START RECORDED INFORMATION
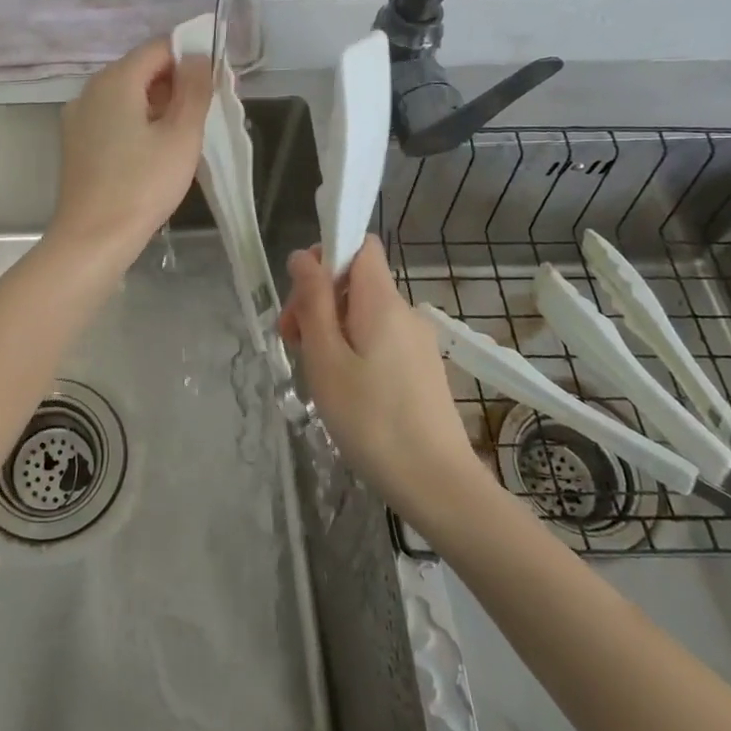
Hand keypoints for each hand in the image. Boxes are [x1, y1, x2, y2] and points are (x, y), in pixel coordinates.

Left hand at [48, 38, 212, 265]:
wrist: (93, 238)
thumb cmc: (142, 186)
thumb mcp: (181, 136)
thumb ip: (194, 89)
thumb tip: (196, 56)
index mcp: (115, 80)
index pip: (158, 48)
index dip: (190, 56)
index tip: (216, 81)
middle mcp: (90, 90)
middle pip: (140, 69)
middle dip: (176, 82)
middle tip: (207, 110)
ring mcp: (78, 117)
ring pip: (126, 95)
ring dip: (158, 103)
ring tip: (186, 132)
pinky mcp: (76, 142)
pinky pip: (112, 117)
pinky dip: (137, 121)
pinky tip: (155, 149)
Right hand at [280, 237, 485, 521]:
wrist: (438, 485)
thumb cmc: (371, 420)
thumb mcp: (326, 358)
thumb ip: (313, 302)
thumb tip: (303, 256)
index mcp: (382, 301)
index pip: (359, 245)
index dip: (326, 254)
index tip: (300, 294)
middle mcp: (405, 312)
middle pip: (355, 281)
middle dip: (317, 301)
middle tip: (292, 344)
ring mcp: (416, 342)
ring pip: (363, 314)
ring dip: (331, 329)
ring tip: (314, 373)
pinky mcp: (421, 368)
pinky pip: (379, 339)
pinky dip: (353, 350)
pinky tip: (342, 389)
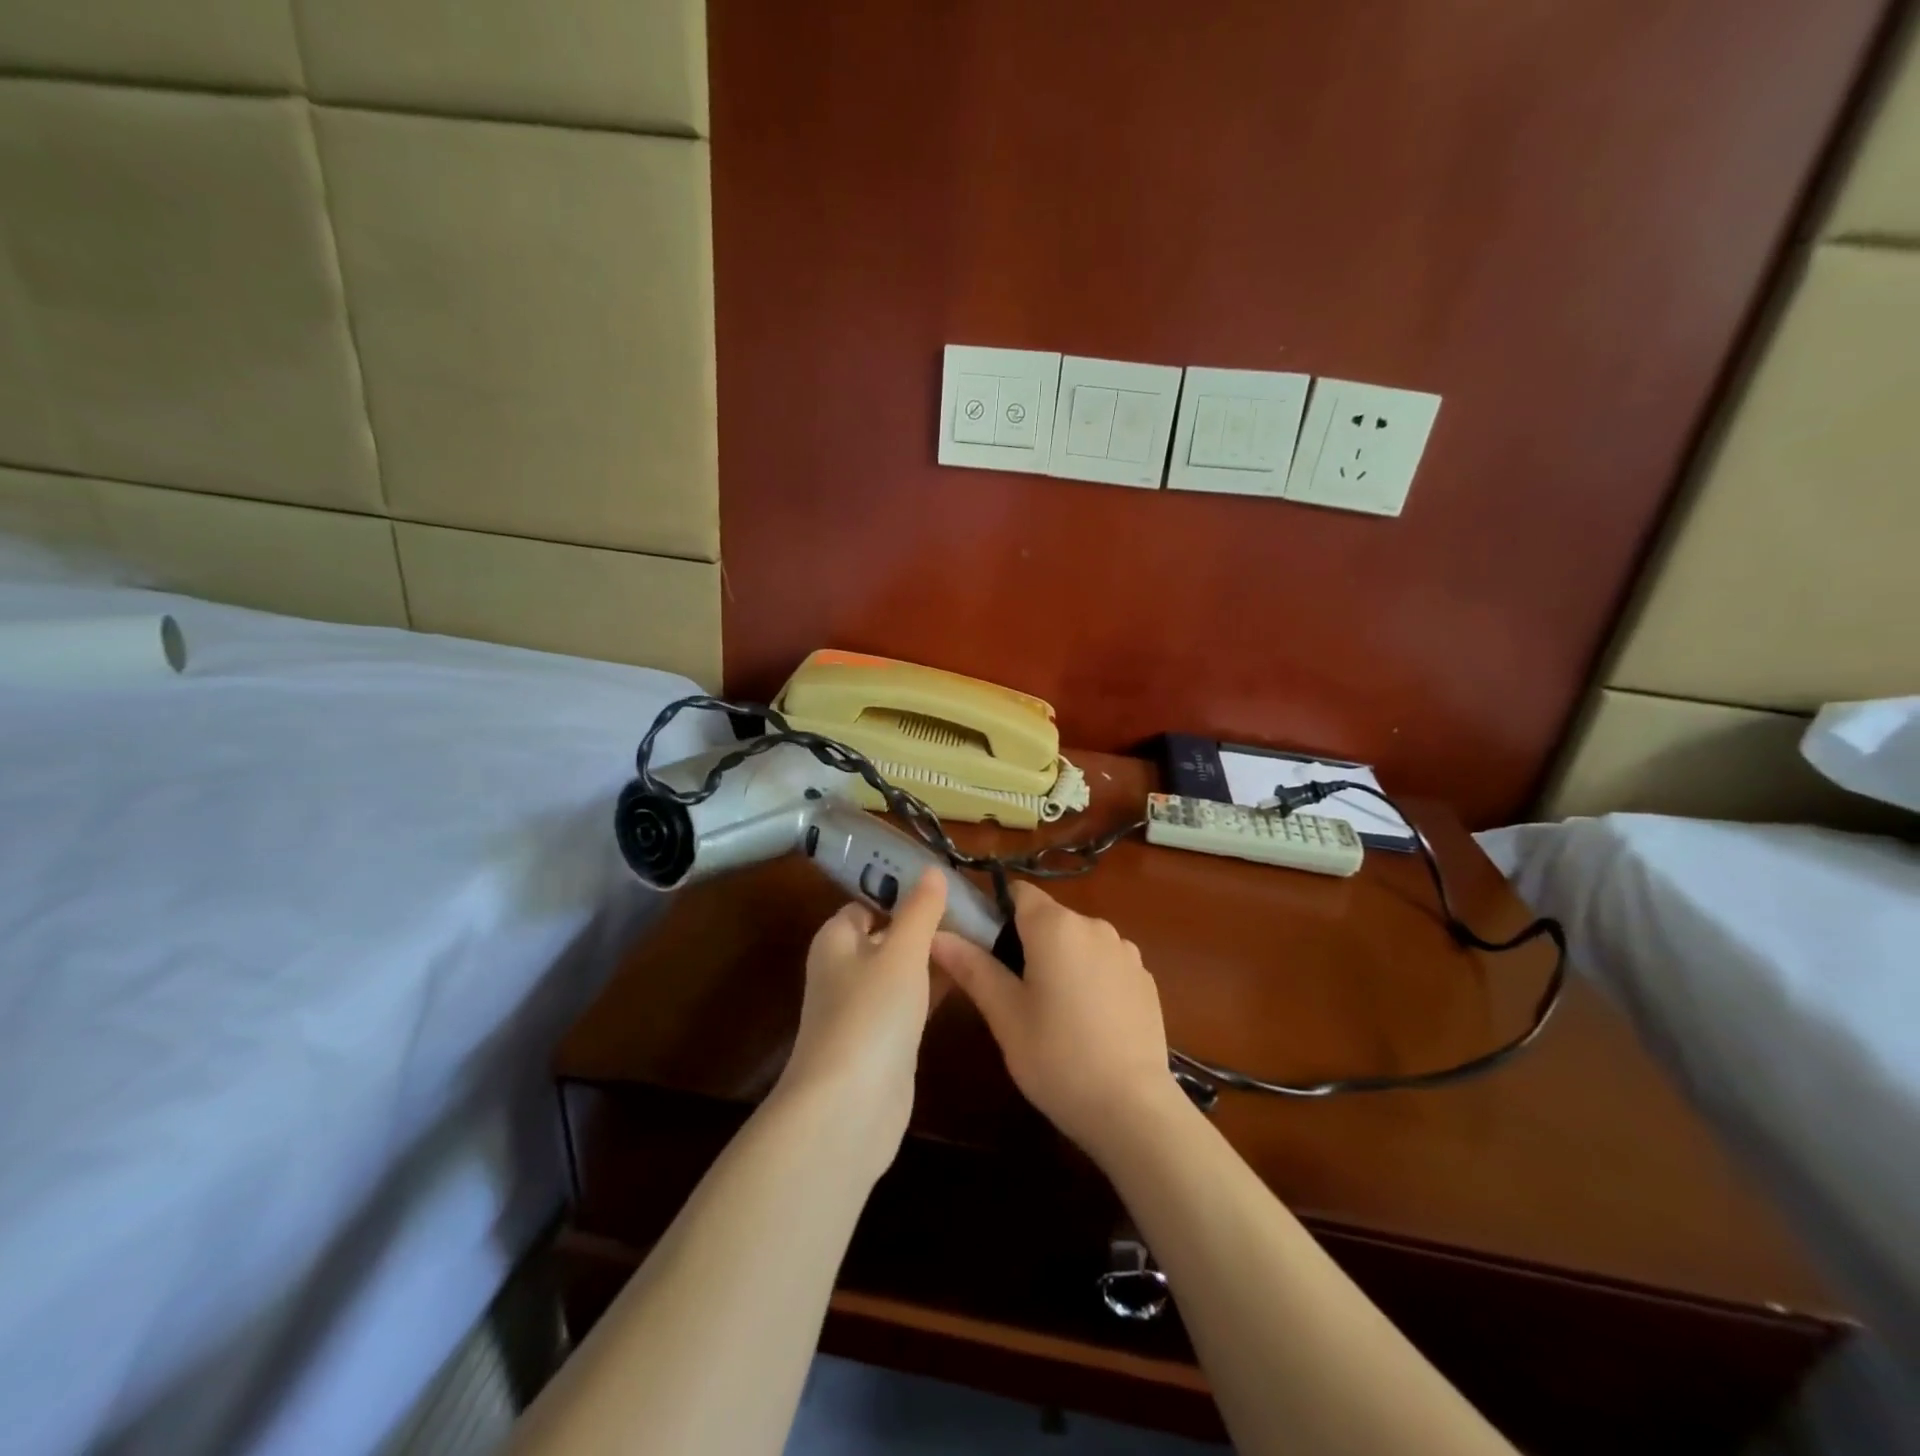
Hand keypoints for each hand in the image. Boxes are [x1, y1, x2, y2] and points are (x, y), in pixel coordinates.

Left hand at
END RECORDED INFORMATION
**DESCRIPTION OF THE TASK:** Using only the data above, copy out the lines that include the word "ring".

**ANSWER AREA:**
ring mcp: (78, 117)
ring pip: (126, 95)
ring dip: (158, 103)
ring tip: (186, 132)
ring mcp: (416, 342)
ring pip: (363, 314)
ring dip: (331, 329)
ring tip: (314, 373)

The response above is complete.